Aviva Allen's Blog
Picky Eaters vs. Problem Eaters
Picky eating is very common among children but how do you know when it is just a passing phase or when there is a real problem that needs to be addressed?
Here is a brief comparison of what you might see with a Picky Eater compared to a Problem Eater:
1) A Picky Eater will eat at least one food from each food texture or nutrition group whereas a Problem Eater may refuse foods from an entire group altogether.
2) A Picky Eater is usually able to tolerate a new food being on their plate and may even touch or taste it (although often reluctantly) whereas a Problem Eater may have a complete meltdown when presented with a new/non-preferred food accompanied by a complete refusal.
3) A Picky Eater may experience a "burn out" when a particular favourite food is eaten on a daily basis, but if a short break is taken, they will often return to enjoying that food. A Problem Eater, however, will often not reintroduce these lost foods, resulting in a decreasing number of accepted foods in their repertoire.
4) A Picky Eater will have a decreased range of foods in their diet, typically eating at least 30 different foods. A Problem Eater will have a very restricted range of foods in their diet, usually less than 20 foods.
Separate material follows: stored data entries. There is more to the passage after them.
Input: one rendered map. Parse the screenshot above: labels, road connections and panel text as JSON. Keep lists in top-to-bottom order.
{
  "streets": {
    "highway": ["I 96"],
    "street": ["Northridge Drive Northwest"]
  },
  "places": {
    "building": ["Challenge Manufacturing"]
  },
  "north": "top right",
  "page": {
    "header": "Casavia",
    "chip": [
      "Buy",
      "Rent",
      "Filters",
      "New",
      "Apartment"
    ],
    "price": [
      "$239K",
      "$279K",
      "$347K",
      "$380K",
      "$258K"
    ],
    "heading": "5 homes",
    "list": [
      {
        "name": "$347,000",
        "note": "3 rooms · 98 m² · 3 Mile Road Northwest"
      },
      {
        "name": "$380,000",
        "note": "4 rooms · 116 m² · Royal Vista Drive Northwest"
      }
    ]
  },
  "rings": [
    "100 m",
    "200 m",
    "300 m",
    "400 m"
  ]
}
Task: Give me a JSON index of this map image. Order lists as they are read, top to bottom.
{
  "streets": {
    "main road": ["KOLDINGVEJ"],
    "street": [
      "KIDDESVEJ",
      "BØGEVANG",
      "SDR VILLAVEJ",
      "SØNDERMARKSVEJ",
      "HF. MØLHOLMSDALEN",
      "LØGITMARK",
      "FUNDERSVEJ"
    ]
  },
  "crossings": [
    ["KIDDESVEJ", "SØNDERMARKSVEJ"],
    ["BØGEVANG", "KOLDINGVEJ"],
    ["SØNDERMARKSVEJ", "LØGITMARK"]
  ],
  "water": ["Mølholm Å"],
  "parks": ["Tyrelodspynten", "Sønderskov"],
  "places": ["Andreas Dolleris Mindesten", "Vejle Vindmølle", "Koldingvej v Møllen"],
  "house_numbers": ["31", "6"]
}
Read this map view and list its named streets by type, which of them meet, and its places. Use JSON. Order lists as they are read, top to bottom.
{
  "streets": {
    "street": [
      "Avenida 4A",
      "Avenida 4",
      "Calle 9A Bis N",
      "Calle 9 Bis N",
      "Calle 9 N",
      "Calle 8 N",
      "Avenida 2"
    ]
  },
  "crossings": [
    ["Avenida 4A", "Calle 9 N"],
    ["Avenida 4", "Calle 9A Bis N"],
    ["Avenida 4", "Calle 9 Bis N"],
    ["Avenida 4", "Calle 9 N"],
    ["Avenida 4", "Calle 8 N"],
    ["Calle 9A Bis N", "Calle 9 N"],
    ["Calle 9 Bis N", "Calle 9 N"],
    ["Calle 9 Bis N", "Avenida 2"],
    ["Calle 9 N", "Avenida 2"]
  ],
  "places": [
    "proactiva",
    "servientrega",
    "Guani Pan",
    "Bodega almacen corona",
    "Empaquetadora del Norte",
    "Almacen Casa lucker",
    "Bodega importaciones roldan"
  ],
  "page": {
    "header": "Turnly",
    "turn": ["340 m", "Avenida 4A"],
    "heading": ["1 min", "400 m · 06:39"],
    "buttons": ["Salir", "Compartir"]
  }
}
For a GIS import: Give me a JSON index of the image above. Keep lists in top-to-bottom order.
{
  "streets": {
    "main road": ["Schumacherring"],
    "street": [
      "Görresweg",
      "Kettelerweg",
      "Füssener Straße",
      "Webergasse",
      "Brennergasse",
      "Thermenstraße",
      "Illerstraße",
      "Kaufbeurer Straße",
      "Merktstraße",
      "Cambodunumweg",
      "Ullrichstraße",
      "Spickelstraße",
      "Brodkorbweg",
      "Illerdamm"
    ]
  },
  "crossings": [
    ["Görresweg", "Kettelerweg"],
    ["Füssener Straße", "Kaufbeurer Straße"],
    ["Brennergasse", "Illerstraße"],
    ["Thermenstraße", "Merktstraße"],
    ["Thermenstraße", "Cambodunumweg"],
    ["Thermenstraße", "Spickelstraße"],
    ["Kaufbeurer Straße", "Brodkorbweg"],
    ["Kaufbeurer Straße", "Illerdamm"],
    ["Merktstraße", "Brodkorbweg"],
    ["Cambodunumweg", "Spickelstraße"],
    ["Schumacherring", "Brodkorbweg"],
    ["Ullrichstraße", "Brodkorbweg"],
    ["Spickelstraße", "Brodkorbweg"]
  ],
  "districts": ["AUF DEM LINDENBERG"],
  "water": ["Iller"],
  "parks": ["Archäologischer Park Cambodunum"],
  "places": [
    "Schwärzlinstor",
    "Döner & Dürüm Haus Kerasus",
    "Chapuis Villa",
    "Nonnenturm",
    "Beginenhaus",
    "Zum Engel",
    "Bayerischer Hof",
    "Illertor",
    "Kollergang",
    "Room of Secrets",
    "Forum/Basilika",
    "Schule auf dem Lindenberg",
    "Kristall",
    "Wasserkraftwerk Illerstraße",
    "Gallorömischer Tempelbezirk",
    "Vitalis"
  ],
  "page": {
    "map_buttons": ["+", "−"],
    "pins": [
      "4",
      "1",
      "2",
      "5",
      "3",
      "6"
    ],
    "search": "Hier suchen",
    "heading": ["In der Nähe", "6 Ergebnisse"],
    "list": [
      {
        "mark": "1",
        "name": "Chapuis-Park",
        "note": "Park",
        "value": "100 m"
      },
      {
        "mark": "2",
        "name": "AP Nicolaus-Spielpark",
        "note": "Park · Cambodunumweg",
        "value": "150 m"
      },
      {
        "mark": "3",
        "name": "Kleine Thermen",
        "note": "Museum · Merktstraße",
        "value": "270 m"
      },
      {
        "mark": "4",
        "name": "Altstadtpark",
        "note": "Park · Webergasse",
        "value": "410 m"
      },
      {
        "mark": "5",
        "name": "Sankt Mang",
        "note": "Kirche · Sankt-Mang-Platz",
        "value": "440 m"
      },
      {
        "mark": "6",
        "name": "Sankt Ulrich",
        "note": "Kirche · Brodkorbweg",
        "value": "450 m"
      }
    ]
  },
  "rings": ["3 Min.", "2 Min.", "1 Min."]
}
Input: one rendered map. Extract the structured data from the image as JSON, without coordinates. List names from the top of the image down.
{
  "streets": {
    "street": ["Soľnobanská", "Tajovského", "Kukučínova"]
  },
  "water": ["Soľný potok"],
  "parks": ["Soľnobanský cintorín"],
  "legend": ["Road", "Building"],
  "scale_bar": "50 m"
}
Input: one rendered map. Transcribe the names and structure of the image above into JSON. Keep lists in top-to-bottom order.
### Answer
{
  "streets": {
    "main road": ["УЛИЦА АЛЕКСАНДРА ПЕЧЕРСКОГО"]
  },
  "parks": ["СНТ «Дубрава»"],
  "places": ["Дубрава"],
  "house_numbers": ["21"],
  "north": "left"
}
5) A Picky Eater will frequently eat different food from the rest of the family but will usually eat at the same table. A Problem Eater will almost always eat different food from the rest of the family and will often sit separately at a family meal.
Does this mean that a Problem Eater cannot be helped? Not at all! A Problem Eater can be more challenging to work with and the process of improving their eating habits will often take longer. The more common strategies that may be effective when dealing with a Picky Eater may not work with a Problem Eater, leaving parents feeling frustrated and defeated. Often parents' concerns are brushed off by their family doctors or pediatricians who will advise that "It's nothing to worry about. Your child will grow out of it." Depending on the nature of the challenges your child is experiencing, involving the support of other health professionals such as a nutritionist, pediatric occupational therapist or speech language pathologist who specialize in feeding may be beneficial. Getting to the root of the feeding difficulties is a very important part of this process.
Does this mean that a Picky Eater does not need help? Not necessarily. If your child's eating is affecting their health in any way or causing stress or anxiety for you or for them, then it is important for you to seek help. Early intervention may prevent a Picky Eater from becoming a Problem Eater.